The task -
Those lines of the data that hold the word "Rain" are to be copied out.

Exercise material below:

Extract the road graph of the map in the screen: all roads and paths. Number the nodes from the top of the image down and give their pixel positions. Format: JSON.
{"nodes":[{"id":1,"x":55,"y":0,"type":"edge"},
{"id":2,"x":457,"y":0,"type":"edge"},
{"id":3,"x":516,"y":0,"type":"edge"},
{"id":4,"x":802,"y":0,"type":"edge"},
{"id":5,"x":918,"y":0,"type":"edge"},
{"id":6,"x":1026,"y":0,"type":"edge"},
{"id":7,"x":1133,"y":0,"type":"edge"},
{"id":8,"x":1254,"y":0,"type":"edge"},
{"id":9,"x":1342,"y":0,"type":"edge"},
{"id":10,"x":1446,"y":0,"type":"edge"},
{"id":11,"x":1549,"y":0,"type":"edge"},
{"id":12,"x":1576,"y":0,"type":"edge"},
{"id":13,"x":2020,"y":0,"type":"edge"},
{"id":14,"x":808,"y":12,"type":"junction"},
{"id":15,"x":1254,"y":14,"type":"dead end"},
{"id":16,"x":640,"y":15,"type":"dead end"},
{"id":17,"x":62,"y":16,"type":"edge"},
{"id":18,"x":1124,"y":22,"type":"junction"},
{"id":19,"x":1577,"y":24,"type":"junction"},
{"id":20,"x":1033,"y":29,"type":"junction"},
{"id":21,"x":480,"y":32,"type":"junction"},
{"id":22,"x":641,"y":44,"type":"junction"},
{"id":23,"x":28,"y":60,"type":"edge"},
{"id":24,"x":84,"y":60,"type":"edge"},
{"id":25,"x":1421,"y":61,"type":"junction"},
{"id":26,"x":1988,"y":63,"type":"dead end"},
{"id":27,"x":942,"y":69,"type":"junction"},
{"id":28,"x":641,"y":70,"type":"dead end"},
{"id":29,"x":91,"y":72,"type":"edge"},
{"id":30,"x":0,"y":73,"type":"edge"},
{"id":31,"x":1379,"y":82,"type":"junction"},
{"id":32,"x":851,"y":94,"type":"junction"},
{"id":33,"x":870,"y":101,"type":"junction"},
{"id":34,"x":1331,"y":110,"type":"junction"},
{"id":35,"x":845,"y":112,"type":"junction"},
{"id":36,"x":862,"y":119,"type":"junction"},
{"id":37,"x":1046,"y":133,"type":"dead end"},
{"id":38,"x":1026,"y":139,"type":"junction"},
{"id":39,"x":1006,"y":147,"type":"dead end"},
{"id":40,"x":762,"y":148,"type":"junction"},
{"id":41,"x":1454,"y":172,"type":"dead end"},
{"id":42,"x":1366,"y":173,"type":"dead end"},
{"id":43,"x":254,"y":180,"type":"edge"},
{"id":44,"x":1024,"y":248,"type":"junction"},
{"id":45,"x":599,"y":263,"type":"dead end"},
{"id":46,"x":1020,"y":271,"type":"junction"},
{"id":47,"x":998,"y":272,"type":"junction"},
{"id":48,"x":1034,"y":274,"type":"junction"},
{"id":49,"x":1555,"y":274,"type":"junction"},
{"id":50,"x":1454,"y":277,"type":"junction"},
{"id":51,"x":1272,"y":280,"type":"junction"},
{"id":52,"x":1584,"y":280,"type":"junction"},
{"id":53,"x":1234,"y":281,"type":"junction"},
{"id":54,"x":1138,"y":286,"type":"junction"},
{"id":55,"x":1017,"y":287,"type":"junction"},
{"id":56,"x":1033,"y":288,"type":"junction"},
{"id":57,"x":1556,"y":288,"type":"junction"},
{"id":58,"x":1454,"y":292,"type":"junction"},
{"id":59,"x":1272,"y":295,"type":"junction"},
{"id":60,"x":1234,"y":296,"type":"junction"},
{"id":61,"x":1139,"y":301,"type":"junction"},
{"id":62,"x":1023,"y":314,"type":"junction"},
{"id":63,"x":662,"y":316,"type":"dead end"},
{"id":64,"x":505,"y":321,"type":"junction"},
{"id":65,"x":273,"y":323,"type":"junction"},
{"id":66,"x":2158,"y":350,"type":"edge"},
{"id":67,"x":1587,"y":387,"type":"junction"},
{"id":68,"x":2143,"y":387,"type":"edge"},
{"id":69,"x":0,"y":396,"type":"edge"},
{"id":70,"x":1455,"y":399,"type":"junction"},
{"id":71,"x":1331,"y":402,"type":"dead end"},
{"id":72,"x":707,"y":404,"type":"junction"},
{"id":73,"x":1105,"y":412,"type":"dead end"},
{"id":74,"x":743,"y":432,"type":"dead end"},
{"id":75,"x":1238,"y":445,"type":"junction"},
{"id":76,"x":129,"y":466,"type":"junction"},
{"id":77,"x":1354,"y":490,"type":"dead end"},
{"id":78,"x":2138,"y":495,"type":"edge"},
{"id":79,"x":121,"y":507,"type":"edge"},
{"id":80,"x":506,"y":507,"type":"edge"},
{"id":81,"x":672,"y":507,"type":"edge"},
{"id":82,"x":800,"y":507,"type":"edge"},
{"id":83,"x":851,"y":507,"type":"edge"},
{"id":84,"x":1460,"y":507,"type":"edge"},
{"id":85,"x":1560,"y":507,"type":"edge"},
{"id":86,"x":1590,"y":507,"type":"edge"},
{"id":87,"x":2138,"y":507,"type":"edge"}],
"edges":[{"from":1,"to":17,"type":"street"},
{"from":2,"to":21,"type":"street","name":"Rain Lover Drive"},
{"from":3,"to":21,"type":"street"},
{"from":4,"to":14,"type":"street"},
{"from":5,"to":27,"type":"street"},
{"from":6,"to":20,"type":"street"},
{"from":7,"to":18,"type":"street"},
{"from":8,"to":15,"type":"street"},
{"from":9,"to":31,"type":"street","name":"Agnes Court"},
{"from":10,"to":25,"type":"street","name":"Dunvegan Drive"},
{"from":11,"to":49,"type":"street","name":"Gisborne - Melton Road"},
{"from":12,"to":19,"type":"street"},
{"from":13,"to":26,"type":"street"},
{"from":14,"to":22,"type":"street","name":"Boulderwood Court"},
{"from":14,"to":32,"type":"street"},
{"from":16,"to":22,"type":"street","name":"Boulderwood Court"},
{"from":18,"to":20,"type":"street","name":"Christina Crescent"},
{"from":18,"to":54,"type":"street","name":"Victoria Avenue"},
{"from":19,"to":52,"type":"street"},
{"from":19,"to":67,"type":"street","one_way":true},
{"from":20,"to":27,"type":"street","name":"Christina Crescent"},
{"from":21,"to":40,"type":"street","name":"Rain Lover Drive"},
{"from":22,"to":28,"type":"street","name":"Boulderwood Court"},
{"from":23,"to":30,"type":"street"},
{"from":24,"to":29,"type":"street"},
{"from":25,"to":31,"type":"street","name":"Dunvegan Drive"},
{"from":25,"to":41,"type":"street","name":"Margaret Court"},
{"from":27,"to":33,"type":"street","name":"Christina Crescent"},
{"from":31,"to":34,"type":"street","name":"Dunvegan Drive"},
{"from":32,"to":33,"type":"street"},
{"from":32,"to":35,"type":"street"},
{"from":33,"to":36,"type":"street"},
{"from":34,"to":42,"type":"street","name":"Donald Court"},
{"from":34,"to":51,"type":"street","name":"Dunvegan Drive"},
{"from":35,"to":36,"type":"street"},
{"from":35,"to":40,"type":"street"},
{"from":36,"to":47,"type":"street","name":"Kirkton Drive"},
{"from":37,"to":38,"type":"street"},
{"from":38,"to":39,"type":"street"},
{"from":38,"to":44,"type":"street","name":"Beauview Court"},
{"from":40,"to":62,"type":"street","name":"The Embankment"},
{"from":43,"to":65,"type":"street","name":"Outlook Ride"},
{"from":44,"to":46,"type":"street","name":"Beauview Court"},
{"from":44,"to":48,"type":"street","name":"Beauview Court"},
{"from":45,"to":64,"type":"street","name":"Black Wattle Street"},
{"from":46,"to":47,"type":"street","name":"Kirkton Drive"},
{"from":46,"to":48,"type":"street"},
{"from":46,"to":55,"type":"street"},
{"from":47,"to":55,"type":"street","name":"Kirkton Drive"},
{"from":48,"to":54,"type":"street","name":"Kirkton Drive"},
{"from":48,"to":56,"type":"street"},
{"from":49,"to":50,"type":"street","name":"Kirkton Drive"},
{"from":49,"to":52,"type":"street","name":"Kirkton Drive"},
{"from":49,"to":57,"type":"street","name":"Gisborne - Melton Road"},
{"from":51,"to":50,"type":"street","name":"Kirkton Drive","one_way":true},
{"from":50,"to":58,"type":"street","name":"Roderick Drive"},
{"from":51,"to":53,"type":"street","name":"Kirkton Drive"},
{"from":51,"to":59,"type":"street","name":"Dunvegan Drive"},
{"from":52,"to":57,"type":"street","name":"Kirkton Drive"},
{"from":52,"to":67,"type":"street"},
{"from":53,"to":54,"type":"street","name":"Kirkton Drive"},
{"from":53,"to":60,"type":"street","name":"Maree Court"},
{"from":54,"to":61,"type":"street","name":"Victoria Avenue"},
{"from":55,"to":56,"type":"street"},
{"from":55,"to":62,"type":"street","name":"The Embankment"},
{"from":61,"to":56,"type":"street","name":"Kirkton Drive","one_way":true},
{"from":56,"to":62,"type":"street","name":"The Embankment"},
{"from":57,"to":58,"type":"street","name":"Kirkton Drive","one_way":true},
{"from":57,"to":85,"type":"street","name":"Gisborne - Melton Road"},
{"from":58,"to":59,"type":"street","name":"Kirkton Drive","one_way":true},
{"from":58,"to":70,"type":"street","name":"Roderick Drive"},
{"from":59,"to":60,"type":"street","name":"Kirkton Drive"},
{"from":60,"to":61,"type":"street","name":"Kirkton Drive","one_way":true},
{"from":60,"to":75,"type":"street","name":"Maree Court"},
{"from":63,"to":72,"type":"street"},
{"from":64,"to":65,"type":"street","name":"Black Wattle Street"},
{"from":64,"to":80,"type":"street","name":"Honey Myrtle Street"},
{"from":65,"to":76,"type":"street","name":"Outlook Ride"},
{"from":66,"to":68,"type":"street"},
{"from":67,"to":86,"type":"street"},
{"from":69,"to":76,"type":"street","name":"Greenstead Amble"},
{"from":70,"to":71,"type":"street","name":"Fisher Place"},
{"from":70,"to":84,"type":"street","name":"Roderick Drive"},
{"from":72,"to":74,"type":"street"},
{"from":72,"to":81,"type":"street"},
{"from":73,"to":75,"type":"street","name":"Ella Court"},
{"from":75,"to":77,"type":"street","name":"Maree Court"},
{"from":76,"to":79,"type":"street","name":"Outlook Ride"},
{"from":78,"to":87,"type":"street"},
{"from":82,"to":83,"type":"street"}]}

End of Exercise material.

Your response -
{"from":2,"to":21,"type":"street","name":"Rain Lover Drive"},
{"from":21,"to":40,"type":"street","name":"Rain Lover Drive"},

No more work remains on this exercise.